I started with the carrots, having cooked carrots in the past and knowing that they tend to be somewhat forgiving.  Six or seven minutes in the boiling brine, and their exteriors had softened while they stayed crisp throughout.  The radishes came next, cooking for almost as long as the carrots and holding up to the heat.  Sadly, both seemed to give up some of their vibrant color to the bath, resulting in paler versions sitting and cooling as I dropped quartered onions into the now-pink brine.  The onions required only 5 minutes to cook, but the decision to quarter them before boiling resulted in the layers separating while cooking (in the future I’ll leave the onions whole to avoid this). 

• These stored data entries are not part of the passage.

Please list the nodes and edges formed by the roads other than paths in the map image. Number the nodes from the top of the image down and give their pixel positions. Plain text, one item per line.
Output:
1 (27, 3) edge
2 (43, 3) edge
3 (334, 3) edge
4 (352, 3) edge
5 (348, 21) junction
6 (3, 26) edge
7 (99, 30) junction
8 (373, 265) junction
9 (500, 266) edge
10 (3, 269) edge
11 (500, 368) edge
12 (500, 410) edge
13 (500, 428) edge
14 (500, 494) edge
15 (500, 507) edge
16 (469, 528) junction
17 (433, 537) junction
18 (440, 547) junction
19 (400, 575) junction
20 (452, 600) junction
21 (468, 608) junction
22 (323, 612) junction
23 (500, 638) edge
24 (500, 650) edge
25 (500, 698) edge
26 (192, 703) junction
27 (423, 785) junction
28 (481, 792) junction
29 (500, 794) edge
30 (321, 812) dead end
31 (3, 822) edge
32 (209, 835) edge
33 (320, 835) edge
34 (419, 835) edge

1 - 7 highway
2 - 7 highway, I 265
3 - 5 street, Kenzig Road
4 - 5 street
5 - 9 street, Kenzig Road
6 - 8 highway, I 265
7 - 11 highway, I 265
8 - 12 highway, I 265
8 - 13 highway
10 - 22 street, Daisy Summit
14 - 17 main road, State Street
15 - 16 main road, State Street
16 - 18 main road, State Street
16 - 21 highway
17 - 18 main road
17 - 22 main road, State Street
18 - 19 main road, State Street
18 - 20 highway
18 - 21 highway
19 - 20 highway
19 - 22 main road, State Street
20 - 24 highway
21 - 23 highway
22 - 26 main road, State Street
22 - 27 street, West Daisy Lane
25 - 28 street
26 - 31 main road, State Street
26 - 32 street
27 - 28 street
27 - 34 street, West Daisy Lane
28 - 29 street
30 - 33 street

The last and most delicate item were the green tomatoes, which I also decided to quarter.  Of all the ingredients, I was least pleased with my approach to the tomatoes.  They immediately softened and started to peel away from their skins in the brine.  The flavor worked well, with the flesh of the tomatoes quickly picking up the tangy-sweet notes, but the texture was an absolute nightmare.  If I use tomatoes again next time, I’m thinking about cutting them up and adding them only after the brine has been allowed to cool.  That way, they can absorb the flavors without cooking through too quickly.

jarredAs the veggies came out of the bath, I placed them into a large glass bowl to cool to room temperature.  And when all of the veggies were cooked, I turned off the heat and allowed the brine itself to cool, as well.  Finally, I divided the vegetables between two Mason jars and poured the vinegar mixture over them evenly.  The jars went into the refrigerator to cool further, and the recipe suggests that they will keep for more than a week under refrigerator conditions.

Having tasted some of the pickled vegetables after allowing them to cool, I was pleased to note the sweet-and-sour flavor that comes through loud and clear.  The veggies were still crunchy, recreating that invigorating freshness that I enjoyed in New York.  But this recipe seemed to go a bit softer on the acidic notes I was looking for, and the muted colors of the finished product were a bit underwhelming, as well.  More than anything, they reminded me of the giardiniera or vinegar-based antipasto salads of my Italian upbringing. 

I fully intend to keep working with this recipe, trying to tweak it to find a tang that matches my memory.  But I can certainly recommend it as a terrific starting point for creating bright, mildly tangy pickled vegetables at home.  Serve them as a first course or as an accompaniment with a cheese and charcuterie plate to really impress your guests.  Or, if you want to get really creative, use them as a topping on a classic Italian sub!

Alice Waters’ vegetable-pickling brine (makes about 3 1/2 cups):

1 1/2 cup white wine vinegar
1 3/4 cup water
2 1/2 tablespoons sugar
1/2 of a bay leaf
4 thyme sprigs
Half a dried cayenne pepper or a pinch of dried chile flakes
1/2 teaspoon coriander seeds
2 whole cloves
1 garlic clove, peeled and chopped in half
Pinch of salt

Combine all ingredients in a saucepan and bring to a boil, stirring occasionally.